__Exercise description__. Without the images, print all the entries below exactly as given.

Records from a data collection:

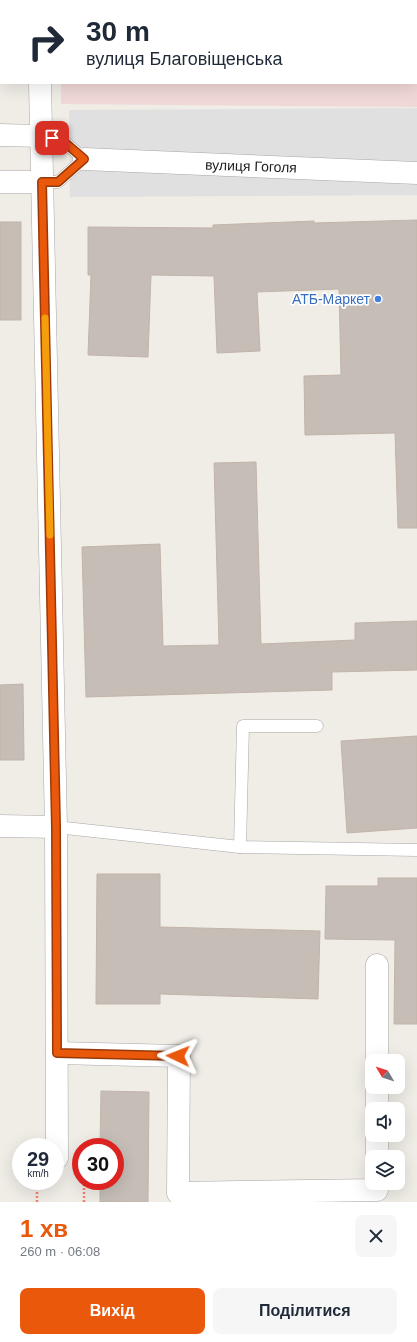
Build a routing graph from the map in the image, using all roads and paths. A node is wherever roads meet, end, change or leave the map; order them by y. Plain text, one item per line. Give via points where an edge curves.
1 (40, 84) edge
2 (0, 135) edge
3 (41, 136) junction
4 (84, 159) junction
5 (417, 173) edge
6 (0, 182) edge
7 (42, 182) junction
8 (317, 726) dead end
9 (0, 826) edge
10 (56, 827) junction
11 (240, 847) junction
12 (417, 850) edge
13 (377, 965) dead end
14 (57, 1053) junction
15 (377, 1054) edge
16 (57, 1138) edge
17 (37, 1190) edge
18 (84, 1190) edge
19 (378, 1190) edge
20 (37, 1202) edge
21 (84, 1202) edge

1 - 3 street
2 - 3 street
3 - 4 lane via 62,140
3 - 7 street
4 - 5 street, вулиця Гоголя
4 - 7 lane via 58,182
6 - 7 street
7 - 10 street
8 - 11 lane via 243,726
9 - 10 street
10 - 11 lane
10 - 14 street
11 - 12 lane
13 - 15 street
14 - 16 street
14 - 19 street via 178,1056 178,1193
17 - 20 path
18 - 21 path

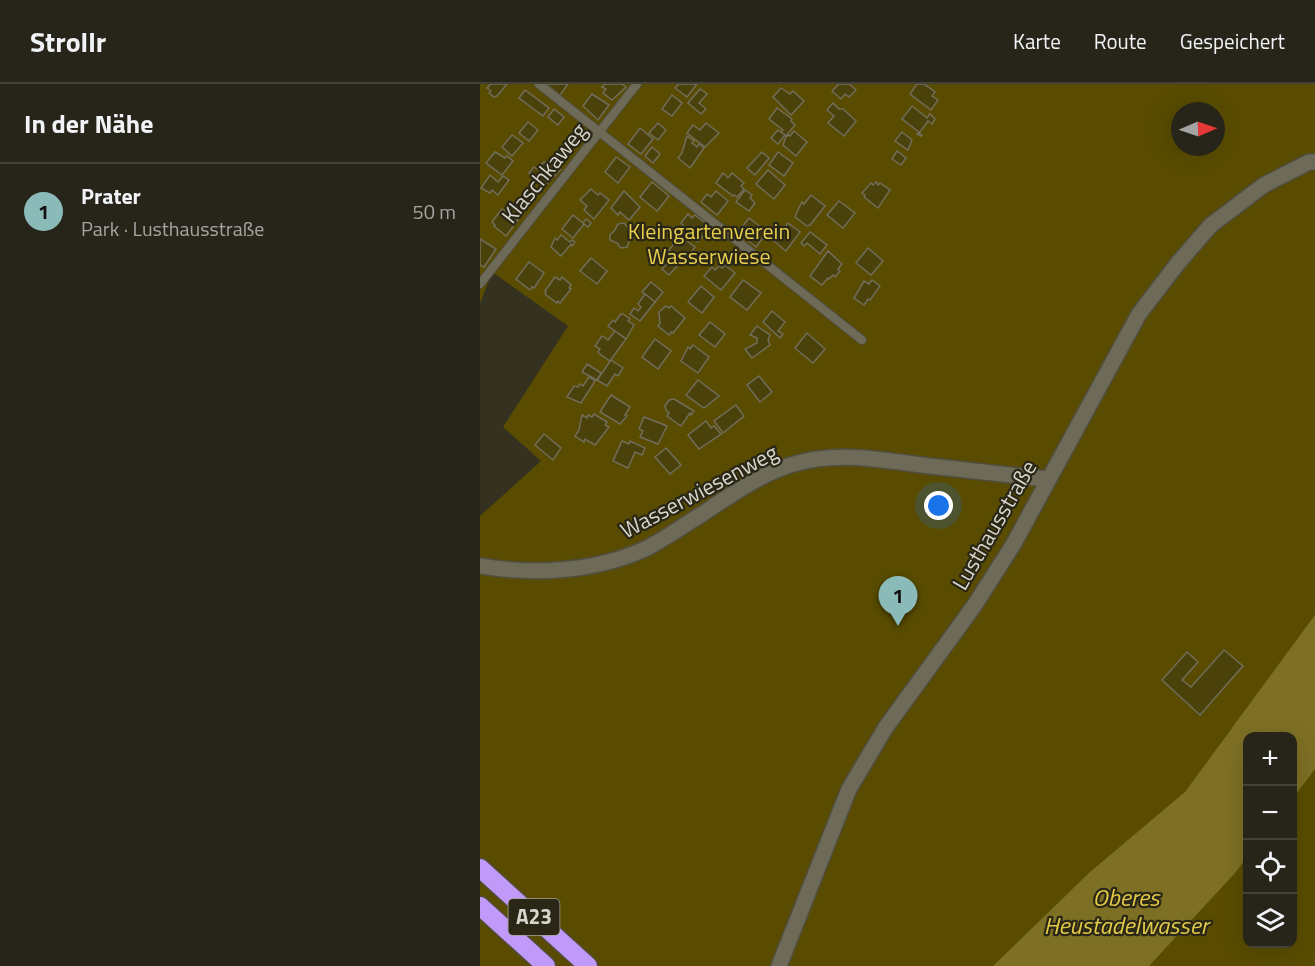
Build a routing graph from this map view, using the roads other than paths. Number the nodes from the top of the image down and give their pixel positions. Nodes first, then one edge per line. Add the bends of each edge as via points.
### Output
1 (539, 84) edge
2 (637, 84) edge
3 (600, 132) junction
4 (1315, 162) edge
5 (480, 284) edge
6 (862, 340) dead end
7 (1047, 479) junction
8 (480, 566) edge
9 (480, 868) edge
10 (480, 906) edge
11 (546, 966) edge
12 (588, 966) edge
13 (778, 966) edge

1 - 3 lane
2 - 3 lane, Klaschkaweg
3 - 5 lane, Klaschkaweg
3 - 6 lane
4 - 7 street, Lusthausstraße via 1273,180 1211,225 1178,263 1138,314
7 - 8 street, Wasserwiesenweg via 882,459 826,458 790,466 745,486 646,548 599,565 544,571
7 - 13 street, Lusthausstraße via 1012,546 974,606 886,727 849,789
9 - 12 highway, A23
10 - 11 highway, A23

__Result__.
Build a routing graph from the map in the image, using all roads and paths. A node is wherever roads meet, end, change or leave the map; order them by y. Plain text, one item per line. Give via points where an edge curves.
1 (40, 84) edge
2 (0, 135) edge
3 (41, 136) junction
4 (84, 159) junction
5 (417, 173) edge
6 (0, 182) edge
7 (42, 182) junction
8 (317, 726) dead end
9 (0, 826) edge
10 (56, 827) junction
11 (240, 847) junction
12 (417, 850) edge
13 (377, 965) dead end
14 (57, 1053) junction
15 (377, 1054) edge
16 (57, 1138) edge
17 (37, 1190) edge
18 (84, 1190) edge
19 (378, 1190) edge
20 (37, 1202) edge
21 (84, 1202) edge

1 - 3 street
2 - 3 street
3 - 4 lane via 62,140
3 - 7 street
4 - 5 street, вулиця Гоголя
4 - 7 lane via 58,182
6 - 7 street
7 - 10 street
8 - 11 lane via 243,726
9 - 10 street
10 - 11 lane
10 - 14 street
11 - 12 lane
13 - 15 street
14 - 16 street
14 - 19 street via 178,1056 178,1193
17 - 20 path
18 - 21 path

Build a routing graph from this map view, using the roads other than paths. Number the nodes from the top of the image down and give their pixel positions. Nodes first, then one edge per line. Add the bends of each edge as via points.
### Output
1 (539, 84) edge
2 (637, 84) edge
3 (600, 132) junction
4 (1315, 162) edge
5 (480, 284) edge
6 (862, 340) dead end
7 (1047, 479) junction
8 (480, 566) edge
9 (480, 868) edge
10 (480, 906) edge
11 (546, 966) edge
12 (588, 966) edge
13 (778, 966) edge

1 - 3 lane
2 - 3 lane, Klaschkaweg
3 - 5 lane, Klaschkaweg
3 - 6 lane
4 - 7 street, Lusthausstraße via 1273,180 1211,225 1178,263 1138,314
7 - 8 street, Wasserwiesenweg via 882,459 826,458 790,466 745,486 646,548 599,565 544,571
7 - 13 street, Lusthausstraße via 1012,546 974,606 886,727 849,789
9 - 12 highway, A23
10 - 11 highway, A23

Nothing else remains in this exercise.